**GOAL OF THE EXERCISE**
Faithfully repeat all of the records, as they are written below.

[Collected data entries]

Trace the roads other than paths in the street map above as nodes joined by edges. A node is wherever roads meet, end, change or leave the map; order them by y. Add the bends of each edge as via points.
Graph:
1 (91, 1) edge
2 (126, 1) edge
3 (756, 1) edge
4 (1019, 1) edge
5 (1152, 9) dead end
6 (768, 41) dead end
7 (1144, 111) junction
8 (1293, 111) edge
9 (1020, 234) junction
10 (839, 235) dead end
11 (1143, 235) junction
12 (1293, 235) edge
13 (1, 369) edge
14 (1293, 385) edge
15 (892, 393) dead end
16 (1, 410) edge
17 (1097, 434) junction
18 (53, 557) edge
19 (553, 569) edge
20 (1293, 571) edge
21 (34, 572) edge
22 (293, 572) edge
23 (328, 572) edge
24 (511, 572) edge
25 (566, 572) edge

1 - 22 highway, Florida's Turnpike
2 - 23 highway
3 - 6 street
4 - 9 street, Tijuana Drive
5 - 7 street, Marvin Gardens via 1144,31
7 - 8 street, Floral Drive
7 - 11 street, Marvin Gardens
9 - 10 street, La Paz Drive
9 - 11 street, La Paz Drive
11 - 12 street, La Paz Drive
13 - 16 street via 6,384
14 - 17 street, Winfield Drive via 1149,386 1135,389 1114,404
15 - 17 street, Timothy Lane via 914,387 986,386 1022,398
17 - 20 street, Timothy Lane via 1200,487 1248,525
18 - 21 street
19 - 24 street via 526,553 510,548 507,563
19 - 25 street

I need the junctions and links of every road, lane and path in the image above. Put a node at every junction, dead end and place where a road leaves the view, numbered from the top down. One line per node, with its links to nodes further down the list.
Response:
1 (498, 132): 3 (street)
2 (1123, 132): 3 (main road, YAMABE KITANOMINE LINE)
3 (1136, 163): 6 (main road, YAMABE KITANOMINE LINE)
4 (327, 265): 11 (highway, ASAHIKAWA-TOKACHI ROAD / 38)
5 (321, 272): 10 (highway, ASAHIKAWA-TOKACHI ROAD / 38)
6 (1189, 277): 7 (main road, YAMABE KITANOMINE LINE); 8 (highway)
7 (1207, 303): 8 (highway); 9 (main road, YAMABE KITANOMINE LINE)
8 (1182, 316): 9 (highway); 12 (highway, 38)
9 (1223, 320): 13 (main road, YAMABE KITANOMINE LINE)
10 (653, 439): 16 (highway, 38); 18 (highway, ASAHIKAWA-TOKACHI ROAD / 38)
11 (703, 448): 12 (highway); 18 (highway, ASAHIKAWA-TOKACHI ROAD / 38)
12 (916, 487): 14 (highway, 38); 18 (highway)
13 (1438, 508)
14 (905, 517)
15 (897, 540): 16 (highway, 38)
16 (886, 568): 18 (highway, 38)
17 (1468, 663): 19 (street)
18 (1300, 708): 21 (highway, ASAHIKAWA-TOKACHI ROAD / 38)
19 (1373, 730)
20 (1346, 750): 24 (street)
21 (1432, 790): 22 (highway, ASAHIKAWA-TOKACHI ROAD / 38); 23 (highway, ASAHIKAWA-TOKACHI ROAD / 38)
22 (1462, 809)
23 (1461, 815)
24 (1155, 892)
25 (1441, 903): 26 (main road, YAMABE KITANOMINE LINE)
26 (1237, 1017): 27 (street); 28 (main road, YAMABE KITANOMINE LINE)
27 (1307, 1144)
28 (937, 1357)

**EXERCISE ANSWER**
Trace the roads other than paths in the street map above as nodes joined by edges. A node is wherever roads meet, end, change or leave the map; order them by y. Add the bends of each edge as via points.
Graph:
1 (91, 1) edge
2 (126, 1) edge
3 (756, 1) edge
4 (1019, 1) edge
5 (1152, 9) dead end
6 (768, 41) dead end
7 (1144, 111) junction
8 (1293, 111) edge
9 (1020, 234) junction
10 (839, 235) dead end
11 (1143, 235) junction
12 (1293, 235) edge
13 (1, 369) edge
14 (1293, 385) edge
15 (892, 393) dead end
16 (1, 410) edge
17 (1097, 434) junction
18 (53, 557) edge
19 (553, 569) edge
20 (1293, 571) edge
21 (34, 572) edge
22 (293, 572) edge
23 (328, 572) edge
24 (511, 572) edge
25 (566, 572) edge

1 - 22 highway, Florida's Turnpike
2 - 23 highway
3 - 6 street
4 - 9 street, Tijuana Drive
5 - 7 street, Marvin Gardens via 1144,31
7 - 8 street, Floral Drive
7 - 11 street, Marvin Gardens
9 - 10 street, La Paz Drive
9 - 11 street, La Paz Drive
11 - 12 street, La Paz Drive
13 - 16 street via 6,384
14 - 17 street, Winfield Drive via 1149,386 1135,389 1114,404
15 - 17 street, Timothy Lane via 914,387 986,386 1022,398
17 - 20 street, Timothy Lane via 1200,487 1248,525
18 - 21 street
19 - 24 street via 526,553 510,548 507,563
19 - 25 street

I need the junctions and links of every road, lane and path in the image above. Put a node at every junction, dead end and place where a road leaves the view, numbered from the top down. One line per node, with its links to nodes further down the list.
Response:
1 (498, 132): 3 (street)
2 (1123, 132): 3 (main road, YAMABE KITANOMINE LINE)
3 (1136, 163): 6 (main road, YAMABE KITANOMINE LINE)
4 (327, 265): 11 (highway, ASAHIKAWA-TOKACHI ROAD / 38)
5 (321, 272): 10 (highway, ASAHIKAWA-TOKACHI ROAD / 38)
6 (1189, 277): 7 (main road, YAMABE KITANOMINE LINE); 8 (highway)
7 (1207, 303): 8 (highway); 9 (main road, YAMABE KITANOMINE LINE)
8 (1182, 316): 9 (highway); 12 (highway, 38)
9 (1223, 320): 13 (main road, YAMABE KITANOMINE LINE)
10 (653, 439): 16 (highway, 38); 18 (highway, ASAHIKAWA-TOKACHI ROAD / 38)
11 (703, 448): 12 (highway); 18 (highway, ASAHIKAWA-TOKACHI ROAD / 38)
12 (916, 487): 14 (highway, 38); 18 (highway)
13 (1438, 508)
14 (905, 517)
15 (897, 540): 16 (highway, 38)
16 (886, 568): 18 (highway, 38)
17 (1468, 663): 19 (street)
18 (1300, 708): 21 (highway, ASAHIKAWA-TOKACHI ROAD / 38)
19 (1373, 730)
20 (1346, 750): 24 (street)
21 (1432, 790): 22 (highway, ASAHIKAWA-TOKACHI ROAD / 38); 23 (highway, ASAHIKAWA-TOKACHI ROAD / 38)
22 (1462, 809)
23 (1461, 815)
24 (1155, 892)
25 (1441, 903): 26 (main road, YAMABE KITANOMINE LINE)
26 (1237, 1017): 27 (street); 28 (main road, YAMABE KITANOMINE LINE)
27 (1307, 1144)
28 (937, 1357)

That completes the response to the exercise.